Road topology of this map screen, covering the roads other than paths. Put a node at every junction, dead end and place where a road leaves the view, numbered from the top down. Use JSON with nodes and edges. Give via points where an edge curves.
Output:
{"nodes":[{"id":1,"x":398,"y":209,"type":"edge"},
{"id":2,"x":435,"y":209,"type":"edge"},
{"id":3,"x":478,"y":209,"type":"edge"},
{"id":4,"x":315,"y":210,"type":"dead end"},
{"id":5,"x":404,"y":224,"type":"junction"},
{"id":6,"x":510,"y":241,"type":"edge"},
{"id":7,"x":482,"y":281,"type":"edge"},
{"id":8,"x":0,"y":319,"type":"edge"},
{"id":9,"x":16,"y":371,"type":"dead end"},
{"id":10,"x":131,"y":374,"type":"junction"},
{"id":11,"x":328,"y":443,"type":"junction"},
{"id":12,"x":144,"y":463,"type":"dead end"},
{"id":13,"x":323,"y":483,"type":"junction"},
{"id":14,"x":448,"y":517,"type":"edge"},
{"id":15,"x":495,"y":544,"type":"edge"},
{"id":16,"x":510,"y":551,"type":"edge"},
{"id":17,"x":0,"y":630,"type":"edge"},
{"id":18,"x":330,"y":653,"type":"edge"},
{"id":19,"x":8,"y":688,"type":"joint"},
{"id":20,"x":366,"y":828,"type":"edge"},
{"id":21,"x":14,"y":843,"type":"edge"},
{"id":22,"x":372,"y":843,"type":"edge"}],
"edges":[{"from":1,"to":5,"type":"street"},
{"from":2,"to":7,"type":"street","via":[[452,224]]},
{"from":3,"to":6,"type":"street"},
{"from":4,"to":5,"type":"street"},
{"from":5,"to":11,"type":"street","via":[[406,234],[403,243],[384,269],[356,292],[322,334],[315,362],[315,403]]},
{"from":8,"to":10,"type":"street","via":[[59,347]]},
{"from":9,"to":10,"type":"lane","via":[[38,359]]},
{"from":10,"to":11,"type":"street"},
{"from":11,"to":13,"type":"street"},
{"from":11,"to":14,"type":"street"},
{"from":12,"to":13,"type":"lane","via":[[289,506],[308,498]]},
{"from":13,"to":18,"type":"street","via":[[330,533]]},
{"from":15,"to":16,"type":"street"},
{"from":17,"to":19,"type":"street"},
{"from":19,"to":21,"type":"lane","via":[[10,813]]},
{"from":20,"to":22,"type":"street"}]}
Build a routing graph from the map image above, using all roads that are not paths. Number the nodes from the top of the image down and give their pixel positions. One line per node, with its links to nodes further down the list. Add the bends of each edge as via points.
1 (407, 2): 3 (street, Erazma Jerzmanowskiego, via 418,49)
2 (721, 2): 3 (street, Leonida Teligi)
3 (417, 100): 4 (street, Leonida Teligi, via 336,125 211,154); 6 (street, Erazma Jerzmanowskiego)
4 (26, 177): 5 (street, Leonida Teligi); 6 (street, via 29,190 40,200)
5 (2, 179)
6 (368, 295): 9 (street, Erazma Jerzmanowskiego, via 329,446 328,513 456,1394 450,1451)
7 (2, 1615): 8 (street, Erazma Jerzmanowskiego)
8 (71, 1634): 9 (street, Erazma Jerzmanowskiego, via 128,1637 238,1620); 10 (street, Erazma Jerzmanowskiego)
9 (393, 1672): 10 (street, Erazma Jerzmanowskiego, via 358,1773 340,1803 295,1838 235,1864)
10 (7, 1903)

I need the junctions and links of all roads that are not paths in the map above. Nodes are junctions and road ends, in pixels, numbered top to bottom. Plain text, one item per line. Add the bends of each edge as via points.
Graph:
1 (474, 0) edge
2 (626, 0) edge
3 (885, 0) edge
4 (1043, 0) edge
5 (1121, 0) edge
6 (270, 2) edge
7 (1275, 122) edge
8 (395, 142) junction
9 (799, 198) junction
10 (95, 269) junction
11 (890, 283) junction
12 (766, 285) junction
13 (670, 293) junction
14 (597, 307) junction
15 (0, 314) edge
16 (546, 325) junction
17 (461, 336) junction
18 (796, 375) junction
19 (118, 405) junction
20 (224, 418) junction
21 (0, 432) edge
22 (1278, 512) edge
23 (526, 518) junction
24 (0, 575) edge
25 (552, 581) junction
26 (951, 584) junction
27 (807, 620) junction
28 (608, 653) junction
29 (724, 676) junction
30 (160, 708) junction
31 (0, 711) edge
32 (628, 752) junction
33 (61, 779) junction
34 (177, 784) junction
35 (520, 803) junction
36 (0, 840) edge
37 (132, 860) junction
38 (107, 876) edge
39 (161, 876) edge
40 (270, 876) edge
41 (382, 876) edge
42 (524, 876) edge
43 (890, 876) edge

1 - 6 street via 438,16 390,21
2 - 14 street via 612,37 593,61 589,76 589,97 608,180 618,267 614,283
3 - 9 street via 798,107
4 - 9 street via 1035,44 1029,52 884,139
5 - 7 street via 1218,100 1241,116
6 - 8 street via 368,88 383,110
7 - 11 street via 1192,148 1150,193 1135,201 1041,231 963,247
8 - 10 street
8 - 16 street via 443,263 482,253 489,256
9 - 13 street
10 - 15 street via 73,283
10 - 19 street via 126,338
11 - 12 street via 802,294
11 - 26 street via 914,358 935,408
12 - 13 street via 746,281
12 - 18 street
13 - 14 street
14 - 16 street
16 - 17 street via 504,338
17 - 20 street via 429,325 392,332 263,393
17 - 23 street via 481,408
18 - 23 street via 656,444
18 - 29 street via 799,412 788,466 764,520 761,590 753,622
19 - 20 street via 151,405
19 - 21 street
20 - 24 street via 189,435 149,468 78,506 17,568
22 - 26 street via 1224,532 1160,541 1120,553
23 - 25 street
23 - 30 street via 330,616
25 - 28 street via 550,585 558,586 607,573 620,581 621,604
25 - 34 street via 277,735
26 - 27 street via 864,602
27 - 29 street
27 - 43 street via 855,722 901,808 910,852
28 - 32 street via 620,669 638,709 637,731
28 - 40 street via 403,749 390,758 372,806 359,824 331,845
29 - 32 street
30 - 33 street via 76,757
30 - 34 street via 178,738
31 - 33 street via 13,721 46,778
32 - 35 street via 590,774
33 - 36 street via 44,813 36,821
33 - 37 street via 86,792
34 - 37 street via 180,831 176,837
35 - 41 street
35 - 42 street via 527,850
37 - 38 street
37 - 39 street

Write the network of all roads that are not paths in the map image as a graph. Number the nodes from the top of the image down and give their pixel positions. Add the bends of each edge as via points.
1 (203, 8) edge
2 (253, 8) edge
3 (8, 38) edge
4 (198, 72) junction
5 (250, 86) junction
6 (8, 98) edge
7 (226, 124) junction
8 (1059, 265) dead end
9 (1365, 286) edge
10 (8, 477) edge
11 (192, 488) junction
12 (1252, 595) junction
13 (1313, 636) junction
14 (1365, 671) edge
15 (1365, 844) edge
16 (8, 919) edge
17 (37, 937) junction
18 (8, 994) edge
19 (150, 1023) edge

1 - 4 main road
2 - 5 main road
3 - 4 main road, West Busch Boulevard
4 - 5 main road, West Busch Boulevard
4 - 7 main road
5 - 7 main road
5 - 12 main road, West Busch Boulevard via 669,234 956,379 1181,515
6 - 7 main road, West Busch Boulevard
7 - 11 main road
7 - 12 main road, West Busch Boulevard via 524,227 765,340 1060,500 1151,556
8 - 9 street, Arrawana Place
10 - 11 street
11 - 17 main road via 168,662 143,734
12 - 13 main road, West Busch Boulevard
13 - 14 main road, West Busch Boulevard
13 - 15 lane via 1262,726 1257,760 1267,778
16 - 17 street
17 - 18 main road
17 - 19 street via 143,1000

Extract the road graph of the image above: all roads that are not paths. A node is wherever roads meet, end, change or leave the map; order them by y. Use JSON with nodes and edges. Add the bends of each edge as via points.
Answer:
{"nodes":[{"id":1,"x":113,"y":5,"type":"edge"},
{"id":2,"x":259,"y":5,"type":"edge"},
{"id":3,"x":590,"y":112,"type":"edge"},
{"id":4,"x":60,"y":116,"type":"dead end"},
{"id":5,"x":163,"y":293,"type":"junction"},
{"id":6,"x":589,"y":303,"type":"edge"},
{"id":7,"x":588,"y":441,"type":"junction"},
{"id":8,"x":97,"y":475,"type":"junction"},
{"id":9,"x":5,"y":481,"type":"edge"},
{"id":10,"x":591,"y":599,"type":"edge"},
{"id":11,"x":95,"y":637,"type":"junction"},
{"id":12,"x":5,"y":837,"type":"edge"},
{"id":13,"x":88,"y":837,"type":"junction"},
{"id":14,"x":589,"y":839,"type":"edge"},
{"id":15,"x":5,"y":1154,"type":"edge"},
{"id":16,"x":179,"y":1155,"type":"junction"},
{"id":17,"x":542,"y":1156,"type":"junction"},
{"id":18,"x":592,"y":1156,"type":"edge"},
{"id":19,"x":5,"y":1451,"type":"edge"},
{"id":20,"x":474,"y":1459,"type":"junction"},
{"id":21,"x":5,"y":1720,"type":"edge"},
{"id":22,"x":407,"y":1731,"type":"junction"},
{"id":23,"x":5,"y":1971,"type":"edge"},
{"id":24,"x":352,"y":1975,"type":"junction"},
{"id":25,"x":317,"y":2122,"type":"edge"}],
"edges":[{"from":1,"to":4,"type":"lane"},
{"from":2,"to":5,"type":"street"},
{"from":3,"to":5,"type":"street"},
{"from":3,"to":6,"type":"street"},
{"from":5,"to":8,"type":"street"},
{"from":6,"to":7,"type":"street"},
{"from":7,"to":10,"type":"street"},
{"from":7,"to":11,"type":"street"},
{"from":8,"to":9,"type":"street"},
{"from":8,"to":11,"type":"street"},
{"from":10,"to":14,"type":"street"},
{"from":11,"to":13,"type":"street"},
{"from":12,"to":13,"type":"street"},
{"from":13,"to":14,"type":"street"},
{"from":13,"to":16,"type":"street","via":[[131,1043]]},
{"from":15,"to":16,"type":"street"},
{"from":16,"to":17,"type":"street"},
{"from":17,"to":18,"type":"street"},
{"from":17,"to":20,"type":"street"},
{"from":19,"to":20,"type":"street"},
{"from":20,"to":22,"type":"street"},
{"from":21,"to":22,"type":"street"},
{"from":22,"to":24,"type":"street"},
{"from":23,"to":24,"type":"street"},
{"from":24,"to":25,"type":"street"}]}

----

Work request → Would you report every line of the entries above containing the word "West"?

Your solution →
3 - 4 main road, West Busch Boulevard
4 - 5 main road, West Busch Boulevard
5 - 12 main road, West Busch Boulevard via 669,234 956,379 1181,515
6 - 7 main road, West Busch Boulevard
7 - 12 main road, West Busch Boulevard via 524,227 765,340 1060,500 1151,556
12 - 13 main road, West Busch Boulevard
13 - 14 main road, West Busch Boulevard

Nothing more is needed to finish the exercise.